▸ **PROBLEM DETAILS**:
Exactly how many lines below mention "road"? Answer with that number alone.

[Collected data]
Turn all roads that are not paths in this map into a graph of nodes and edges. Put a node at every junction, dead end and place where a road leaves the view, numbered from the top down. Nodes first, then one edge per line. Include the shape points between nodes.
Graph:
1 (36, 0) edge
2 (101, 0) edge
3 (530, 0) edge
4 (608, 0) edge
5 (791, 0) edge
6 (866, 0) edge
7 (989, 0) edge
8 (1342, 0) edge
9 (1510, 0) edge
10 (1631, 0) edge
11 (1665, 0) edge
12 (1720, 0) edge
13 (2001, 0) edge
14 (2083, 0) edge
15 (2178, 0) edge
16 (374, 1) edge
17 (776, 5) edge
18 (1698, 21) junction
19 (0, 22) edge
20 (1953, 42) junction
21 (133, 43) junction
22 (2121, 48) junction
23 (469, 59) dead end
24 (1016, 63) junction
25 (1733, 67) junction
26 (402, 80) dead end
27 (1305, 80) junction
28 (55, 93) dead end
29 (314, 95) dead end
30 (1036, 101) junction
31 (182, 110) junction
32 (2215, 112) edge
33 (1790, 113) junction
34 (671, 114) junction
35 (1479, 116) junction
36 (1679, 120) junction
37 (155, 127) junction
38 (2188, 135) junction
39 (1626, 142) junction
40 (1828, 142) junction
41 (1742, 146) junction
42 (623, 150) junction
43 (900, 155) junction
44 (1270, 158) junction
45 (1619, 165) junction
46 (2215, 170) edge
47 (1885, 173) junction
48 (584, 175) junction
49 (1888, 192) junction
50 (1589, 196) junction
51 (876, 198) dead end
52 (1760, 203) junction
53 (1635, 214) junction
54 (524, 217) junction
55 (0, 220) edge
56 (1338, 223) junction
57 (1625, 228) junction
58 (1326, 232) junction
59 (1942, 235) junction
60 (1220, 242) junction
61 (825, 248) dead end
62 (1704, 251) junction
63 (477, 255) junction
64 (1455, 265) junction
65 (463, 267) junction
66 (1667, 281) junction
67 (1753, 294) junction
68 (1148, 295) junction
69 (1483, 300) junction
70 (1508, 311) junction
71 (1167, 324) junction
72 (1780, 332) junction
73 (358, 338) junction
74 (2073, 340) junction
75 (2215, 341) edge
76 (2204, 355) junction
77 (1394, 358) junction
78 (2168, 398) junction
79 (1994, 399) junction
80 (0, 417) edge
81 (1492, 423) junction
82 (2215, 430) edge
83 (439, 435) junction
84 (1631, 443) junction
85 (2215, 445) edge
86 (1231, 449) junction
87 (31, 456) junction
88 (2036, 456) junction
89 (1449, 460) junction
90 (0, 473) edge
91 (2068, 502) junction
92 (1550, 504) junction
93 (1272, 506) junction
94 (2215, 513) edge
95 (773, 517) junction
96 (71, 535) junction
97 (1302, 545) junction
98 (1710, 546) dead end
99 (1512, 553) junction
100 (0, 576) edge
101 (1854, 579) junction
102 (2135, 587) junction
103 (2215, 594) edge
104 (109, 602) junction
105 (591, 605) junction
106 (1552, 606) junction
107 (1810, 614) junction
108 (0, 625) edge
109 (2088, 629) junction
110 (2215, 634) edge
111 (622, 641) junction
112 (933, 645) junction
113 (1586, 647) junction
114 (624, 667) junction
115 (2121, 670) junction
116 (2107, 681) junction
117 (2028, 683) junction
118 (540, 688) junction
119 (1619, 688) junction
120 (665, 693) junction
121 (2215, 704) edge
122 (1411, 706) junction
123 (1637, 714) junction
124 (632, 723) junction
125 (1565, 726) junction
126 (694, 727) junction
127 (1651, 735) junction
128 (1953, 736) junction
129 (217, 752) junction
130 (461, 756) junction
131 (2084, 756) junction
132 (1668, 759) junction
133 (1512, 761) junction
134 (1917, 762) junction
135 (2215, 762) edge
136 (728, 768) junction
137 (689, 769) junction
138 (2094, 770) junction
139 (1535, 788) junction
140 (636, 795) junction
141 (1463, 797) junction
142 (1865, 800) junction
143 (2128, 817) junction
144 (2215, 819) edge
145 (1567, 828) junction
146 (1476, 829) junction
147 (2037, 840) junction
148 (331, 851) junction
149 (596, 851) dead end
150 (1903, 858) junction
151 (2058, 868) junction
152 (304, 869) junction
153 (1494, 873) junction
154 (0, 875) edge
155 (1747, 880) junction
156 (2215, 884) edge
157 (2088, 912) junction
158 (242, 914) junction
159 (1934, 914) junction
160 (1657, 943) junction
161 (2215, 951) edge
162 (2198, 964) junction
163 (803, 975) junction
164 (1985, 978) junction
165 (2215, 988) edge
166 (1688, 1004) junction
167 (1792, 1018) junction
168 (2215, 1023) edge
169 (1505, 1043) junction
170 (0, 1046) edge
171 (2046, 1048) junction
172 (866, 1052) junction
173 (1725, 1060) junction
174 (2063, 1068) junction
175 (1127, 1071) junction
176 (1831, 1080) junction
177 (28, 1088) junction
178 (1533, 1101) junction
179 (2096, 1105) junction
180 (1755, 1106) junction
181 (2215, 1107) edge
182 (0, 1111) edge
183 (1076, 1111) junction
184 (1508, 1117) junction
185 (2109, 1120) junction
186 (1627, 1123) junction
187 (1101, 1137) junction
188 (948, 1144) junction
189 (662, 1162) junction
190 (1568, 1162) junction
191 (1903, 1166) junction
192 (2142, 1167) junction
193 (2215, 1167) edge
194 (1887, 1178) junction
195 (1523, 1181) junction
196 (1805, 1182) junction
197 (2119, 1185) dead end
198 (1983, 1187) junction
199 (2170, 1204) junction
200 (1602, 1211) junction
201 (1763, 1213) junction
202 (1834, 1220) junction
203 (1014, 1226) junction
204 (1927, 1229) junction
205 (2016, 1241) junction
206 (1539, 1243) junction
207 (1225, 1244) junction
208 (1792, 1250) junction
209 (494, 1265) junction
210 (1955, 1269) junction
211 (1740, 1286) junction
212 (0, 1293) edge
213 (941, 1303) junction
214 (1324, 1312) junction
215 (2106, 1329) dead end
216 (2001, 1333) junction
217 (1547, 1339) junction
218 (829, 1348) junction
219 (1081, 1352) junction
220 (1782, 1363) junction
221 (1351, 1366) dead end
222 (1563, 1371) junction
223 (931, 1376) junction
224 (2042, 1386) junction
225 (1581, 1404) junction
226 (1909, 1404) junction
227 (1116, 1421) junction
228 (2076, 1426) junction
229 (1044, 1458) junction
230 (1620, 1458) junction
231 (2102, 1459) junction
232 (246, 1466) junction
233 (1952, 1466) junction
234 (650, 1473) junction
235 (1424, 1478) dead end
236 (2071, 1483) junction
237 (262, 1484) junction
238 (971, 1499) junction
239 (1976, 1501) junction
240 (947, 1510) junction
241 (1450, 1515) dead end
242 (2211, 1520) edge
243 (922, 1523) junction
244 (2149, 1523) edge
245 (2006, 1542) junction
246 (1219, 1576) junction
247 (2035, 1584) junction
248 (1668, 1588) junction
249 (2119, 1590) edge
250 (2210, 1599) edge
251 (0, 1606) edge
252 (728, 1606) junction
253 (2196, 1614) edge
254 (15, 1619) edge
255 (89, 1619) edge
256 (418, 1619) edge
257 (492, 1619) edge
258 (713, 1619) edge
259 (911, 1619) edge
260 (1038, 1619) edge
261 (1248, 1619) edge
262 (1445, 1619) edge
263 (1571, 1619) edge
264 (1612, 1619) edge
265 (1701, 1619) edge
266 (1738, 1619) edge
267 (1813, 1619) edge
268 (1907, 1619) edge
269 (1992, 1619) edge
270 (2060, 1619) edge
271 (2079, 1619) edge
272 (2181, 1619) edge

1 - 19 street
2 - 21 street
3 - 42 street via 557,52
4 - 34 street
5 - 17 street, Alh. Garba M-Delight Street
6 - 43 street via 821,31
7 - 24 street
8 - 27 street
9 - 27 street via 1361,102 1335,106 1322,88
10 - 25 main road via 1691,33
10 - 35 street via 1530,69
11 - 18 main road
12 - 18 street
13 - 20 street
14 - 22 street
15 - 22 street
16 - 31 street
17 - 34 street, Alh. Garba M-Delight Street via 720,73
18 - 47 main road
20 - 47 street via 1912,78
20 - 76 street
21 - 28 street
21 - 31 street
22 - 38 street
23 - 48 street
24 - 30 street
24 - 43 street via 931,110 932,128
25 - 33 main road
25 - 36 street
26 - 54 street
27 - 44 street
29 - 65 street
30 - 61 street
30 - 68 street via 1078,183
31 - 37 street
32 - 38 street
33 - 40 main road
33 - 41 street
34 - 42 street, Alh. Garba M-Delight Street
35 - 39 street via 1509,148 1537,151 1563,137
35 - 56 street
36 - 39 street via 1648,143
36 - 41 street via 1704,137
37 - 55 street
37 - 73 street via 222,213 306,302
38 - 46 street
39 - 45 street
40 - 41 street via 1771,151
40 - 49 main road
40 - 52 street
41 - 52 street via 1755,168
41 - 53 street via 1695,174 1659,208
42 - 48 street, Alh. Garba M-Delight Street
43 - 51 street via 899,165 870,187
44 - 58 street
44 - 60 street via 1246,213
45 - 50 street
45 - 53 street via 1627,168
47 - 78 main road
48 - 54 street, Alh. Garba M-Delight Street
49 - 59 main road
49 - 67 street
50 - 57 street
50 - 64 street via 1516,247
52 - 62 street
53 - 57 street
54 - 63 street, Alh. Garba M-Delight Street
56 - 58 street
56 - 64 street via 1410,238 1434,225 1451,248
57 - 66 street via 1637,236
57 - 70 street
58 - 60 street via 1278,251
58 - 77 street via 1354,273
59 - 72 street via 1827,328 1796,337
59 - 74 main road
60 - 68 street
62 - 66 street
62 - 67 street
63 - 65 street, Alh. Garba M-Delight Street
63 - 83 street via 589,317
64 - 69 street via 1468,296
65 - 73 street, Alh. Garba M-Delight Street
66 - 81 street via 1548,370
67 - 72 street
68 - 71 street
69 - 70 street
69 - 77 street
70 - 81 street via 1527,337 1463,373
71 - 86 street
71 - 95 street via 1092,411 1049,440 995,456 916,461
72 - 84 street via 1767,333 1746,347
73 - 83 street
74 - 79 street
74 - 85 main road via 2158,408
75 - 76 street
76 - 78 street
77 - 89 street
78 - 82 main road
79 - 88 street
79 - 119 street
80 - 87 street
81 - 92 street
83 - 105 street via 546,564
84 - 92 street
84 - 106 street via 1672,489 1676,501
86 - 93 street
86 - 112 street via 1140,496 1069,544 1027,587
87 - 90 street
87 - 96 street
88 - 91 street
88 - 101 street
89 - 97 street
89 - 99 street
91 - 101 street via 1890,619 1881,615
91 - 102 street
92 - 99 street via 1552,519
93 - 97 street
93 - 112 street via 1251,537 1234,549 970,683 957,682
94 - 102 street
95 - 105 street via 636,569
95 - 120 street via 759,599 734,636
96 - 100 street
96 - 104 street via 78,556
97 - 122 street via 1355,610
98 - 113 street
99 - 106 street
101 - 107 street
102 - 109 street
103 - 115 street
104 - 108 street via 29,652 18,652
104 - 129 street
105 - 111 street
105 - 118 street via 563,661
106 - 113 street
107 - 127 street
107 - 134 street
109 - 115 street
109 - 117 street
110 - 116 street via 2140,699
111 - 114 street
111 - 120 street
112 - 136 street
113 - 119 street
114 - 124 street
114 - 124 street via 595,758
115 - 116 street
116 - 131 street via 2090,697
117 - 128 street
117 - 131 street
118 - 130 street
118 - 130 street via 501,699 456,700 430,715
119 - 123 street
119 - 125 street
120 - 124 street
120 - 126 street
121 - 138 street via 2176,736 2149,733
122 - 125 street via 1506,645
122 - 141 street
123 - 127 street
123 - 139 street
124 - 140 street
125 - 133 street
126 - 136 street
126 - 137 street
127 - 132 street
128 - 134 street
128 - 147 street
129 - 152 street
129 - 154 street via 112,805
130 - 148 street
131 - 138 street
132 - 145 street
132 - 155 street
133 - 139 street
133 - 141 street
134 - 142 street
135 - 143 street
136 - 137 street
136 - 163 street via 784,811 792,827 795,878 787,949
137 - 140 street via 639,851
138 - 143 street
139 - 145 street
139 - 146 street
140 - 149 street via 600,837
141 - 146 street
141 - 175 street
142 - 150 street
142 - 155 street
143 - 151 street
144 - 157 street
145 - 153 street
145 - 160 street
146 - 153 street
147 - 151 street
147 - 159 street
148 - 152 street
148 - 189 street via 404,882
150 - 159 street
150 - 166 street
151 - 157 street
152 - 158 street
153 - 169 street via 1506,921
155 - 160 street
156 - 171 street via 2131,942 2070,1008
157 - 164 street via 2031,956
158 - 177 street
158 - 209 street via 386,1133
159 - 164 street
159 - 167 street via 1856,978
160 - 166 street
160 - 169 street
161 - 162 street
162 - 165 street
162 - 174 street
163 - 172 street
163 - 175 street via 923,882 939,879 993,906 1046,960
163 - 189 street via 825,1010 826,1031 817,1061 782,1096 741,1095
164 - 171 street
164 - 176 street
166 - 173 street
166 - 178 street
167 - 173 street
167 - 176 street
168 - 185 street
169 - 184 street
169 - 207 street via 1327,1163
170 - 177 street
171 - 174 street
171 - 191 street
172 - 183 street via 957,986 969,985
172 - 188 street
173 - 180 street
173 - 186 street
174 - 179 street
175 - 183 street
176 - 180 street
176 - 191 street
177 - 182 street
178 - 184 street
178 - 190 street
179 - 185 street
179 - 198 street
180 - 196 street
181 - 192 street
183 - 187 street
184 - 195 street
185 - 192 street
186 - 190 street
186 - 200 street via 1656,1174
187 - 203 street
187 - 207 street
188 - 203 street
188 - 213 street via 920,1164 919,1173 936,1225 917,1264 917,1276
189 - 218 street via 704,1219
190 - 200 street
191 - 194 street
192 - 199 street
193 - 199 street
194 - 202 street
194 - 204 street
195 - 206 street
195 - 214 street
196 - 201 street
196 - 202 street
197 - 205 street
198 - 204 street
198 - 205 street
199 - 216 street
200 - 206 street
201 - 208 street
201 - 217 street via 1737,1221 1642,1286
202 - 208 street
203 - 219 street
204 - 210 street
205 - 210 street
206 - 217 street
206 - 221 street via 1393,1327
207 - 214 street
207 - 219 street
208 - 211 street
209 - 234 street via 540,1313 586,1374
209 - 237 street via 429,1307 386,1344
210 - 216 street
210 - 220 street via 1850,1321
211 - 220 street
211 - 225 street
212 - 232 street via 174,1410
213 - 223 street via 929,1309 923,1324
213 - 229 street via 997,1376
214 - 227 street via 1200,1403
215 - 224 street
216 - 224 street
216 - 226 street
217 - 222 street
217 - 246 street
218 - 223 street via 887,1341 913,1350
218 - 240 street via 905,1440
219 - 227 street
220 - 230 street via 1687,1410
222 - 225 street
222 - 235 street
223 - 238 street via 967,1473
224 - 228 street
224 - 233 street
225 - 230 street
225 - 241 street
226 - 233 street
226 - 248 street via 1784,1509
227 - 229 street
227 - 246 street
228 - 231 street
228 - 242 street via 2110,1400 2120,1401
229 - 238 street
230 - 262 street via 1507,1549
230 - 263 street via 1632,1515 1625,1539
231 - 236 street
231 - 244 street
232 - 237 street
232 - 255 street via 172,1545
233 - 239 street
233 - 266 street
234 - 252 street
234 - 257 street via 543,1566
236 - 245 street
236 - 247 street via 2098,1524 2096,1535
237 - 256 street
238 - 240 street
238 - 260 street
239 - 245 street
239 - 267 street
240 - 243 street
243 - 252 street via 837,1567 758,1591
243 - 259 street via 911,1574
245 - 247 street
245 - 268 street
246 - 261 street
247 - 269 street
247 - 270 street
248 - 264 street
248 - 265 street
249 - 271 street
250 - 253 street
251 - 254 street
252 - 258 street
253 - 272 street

▸ **TASK RESPONSE**:
12